Fragile RBCs are broken into heme through the reticuloendothelial system. Heme is then converted to biliverdin (through the action of heme oxygenase). Bilverdin is rapidly converted to unconjugated bilirubin. This is uptaken by the liver into hepatocytes and is converted to conjugated bilirubin. Then through the action of bacteria, it is converted to urobilinogen which is soluble. It undergoes oxidation either to become urobilin (excreted in urine) or stercobilin and is excreted in feces.
Explain the pathophysiology of coeliac disease
1. Gluten metabolism to gliadin by brush border enzymes at the mucosal surface.

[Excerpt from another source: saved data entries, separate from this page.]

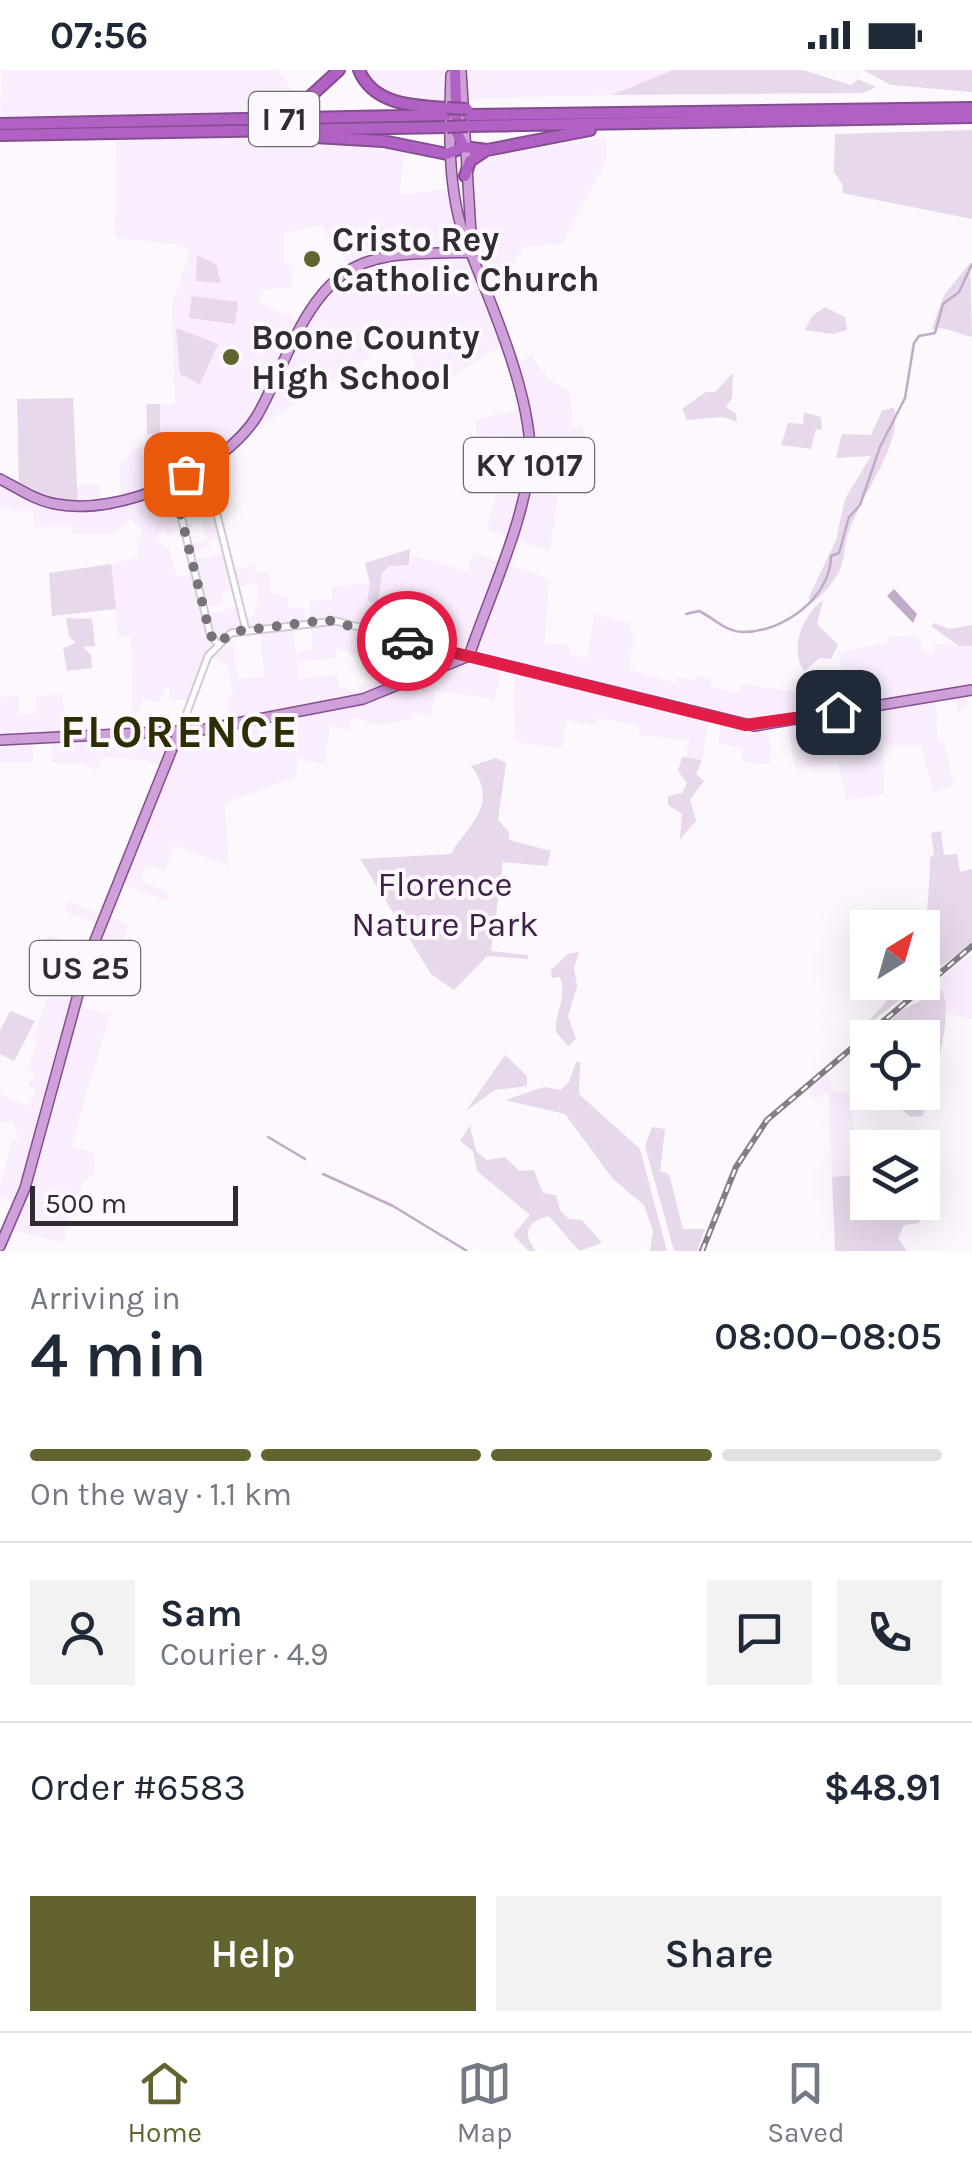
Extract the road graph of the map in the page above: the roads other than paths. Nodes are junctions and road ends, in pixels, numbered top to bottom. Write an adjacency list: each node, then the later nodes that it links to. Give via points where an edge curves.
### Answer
1 (338, 70): 8 (highway, via 317,94 279,111)
2 (359, 70): 6 (highway, via 366,84 391,100)
3 (456, 70): 13 (highway, via 456,133); 15 (main road, KY 1017)
4 (972, 105): 7 (highway)
5 (972, 116): 10 (highway, I 71)
6 (447, 117): 7 (highway, bridge); 7 (highway, I 71, bridge); 8 (highway, I 71); 11 (highway, I 71)
7 (467, 117): 10 (highway, I 71)
8 (122, 122): 9 (highway, I 71)
9 (0, 124)
10 (616, 124): 14 (highway)
11 (248, 130): 12 (highway, I 71); 15 (highway, via 383,140)
12 (0, 136)
13 (464, 146): 14 (highway); 15 (highway); 16 (main road, KY 1017)
14 (487, 150): 16 (highway, via 470,161)
15 (449, 157): 17 (main road, KY 1017)
16 (465, 176): 17 (main road, KY 1017)
17 (472, 252): 18 (main road, via 381,258 343,274 317,303 254,420); 23 (main road, KY 1017, via 522,398 530,450 523,500)
18 (204, 463): 20 (main road); 21 (street)
19 (0, 479): 20 (main road, via 72,506 126,502)
20 (168, 484): 22 (street)
21 (246, 630): 22 (street); 23 (street, via 327,620)
22 (216, 643): 25 (street)
23 (469, 656): 24 (main road, via 749,725); 25 (main road, via 363,699)
24 (972, 690)
25 (178, 734): 26 (main road); 27 (main road, US 25, via 88,958 25,1188)
26 (0, 740)
27 (0, 1246)

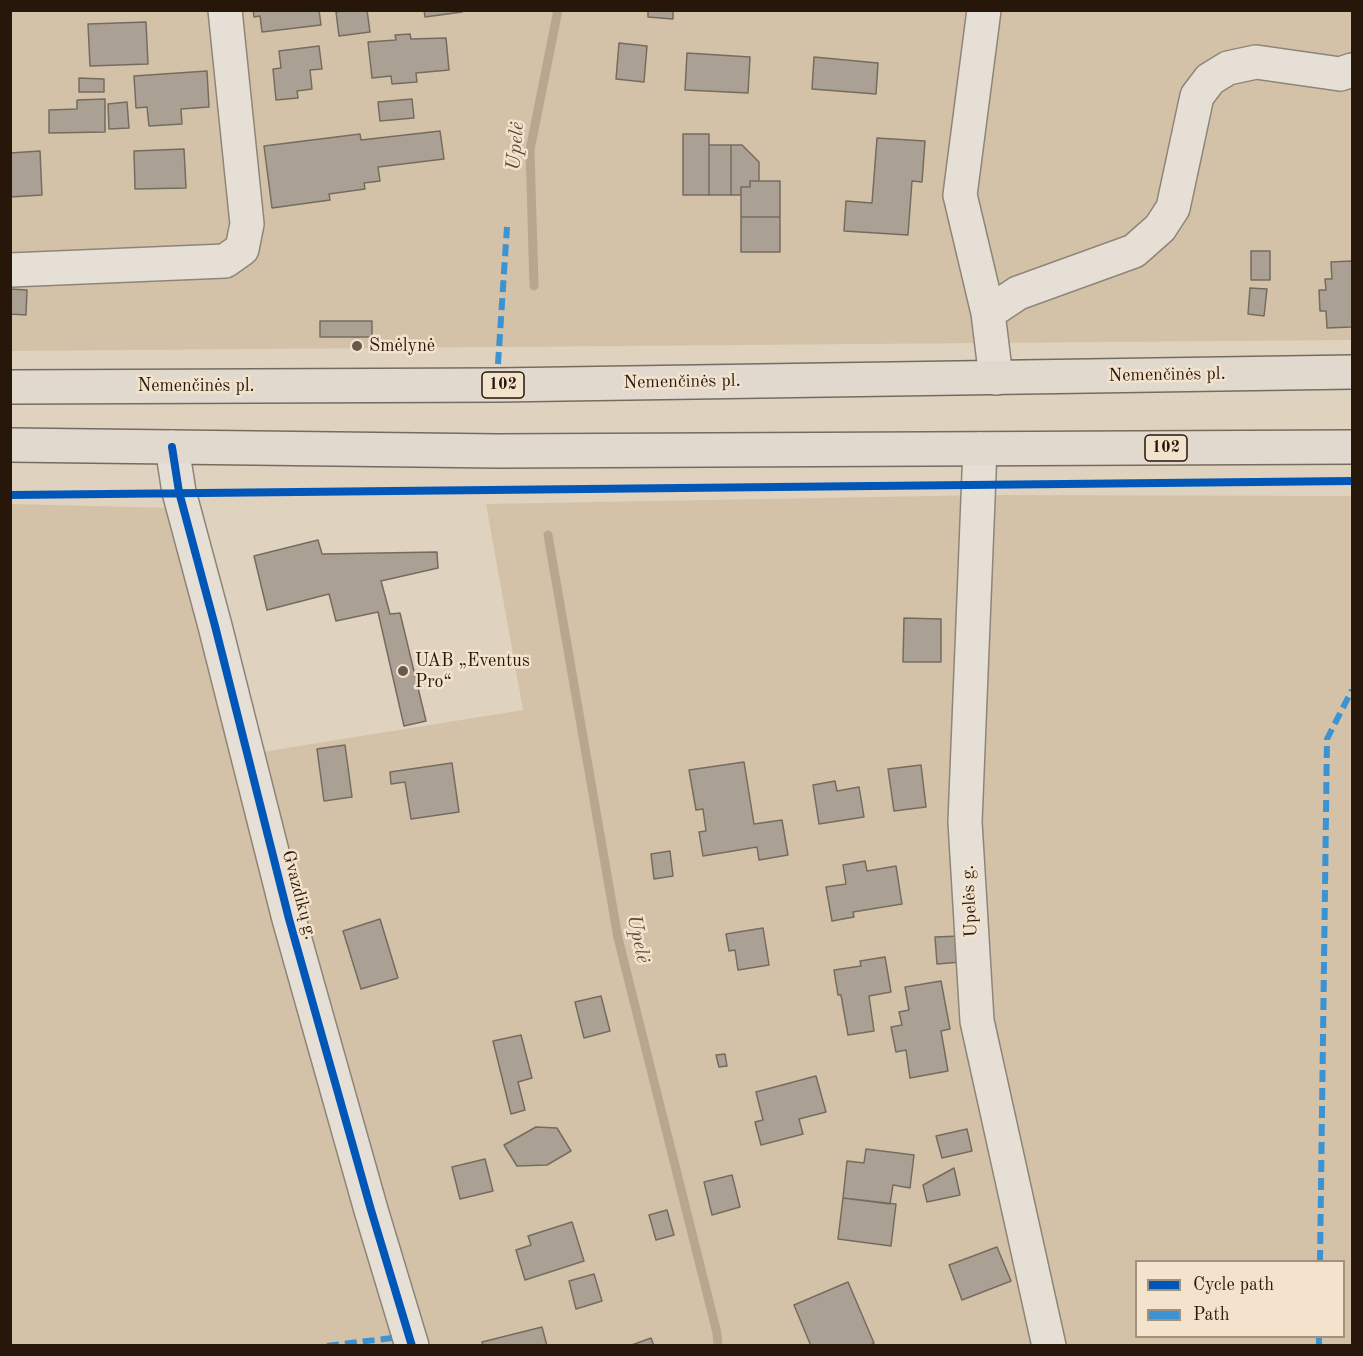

Gliadin comes into contact with sensitive epithelial cells.
2. These cells produce IL-15 which activates cytotoxic T cells and accumulates intra-epithelial lympocytes.
3. Cytotoxic T cells damage non-sensitive epithelial cells.
4. As the non-sensitive cells are damaged, gliadin moves into lamina propria.
5. Gliadin is de-aminated into de-aminated gliadin through the action of tissue transglutaminase.
6. De-aminated gliadin is uptaken by antigen-presenting cells
7. APC presents de-aminated gliadin to CD4+ T cells.
8. The T helper cell secretes INF-gamma which damages mucosa.
9. INF-gamma also converts B cells to plasma cells to produce antibodies.
Explain the metabolic and secretory defects in fatty liver disease.
Metabolic defect
- High levels of NADH due to increased ethanol metabolism cause impaired fat catabolism which causes increased fat accumulation in hepatocytes.
- Excessive biosynthesis of lipids.
Secretory defect
- Impaired secretion of lipoproteins, which furthers fat accumulation in hepatocytes.